In Exodus we discover manna from heaven, the bread God gives to the people for sustenance in the wilderness. This comes only after much grumbling and complaining, and God hears them. God sets up a test to see if they follow instructions or not. God’s faithfulness provides for them in ways that are surprising because usually wilderness starvation doesn’t work out very well.
Psalm 105 echoes the story of faithful provision and builds on it with intentional praises to God.
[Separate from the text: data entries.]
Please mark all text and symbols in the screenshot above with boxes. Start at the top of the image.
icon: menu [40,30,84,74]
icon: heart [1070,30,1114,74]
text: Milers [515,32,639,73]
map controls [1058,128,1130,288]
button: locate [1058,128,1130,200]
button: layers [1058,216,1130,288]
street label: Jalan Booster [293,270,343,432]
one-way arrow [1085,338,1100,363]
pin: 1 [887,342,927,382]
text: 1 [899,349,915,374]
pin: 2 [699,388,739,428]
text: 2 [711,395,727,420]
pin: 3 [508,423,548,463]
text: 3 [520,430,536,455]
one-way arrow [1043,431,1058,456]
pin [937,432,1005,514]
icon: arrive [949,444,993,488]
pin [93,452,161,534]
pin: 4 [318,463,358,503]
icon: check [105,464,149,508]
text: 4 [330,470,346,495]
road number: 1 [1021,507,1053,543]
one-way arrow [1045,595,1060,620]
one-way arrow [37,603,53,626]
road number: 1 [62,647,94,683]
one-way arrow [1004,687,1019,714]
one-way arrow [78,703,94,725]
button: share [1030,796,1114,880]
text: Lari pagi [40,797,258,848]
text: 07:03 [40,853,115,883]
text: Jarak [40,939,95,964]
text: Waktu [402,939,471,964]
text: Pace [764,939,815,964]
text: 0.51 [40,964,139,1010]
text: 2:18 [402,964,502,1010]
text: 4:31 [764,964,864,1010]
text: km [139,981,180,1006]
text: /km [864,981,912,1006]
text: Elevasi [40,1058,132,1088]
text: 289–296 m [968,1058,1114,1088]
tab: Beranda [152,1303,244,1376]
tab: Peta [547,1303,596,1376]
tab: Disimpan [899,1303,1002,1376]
The people are called to “remember the wonderful works he has done, his miracles, and the judgments he uttered,” and this is addressed to the “offspring of his servant Abraham, children of Jacob, his chosen ones.” Again in verse 41 we hear that God “brought his people out with joy, his chosen ones with singing.”
Twice this people who seek the LORD and the LORD’s strength, those who seek the LORD’s presence continually, these people are called “chosen.” That word, “chosen” changes the entire tone, feel, and effect of these passages, and this is how linear time gets messed with. Stories of the past are mentioned, but the focus shifts from the past to the present and even the future. Then, songs of praise are not trapped in history, but are current, relevant, and powerful. The present and the future are what this Psalm is really about as people live out the reality of being chosen by God, God’s beloved, a people blessed with divine Presence and promise. Not just them back then, but today.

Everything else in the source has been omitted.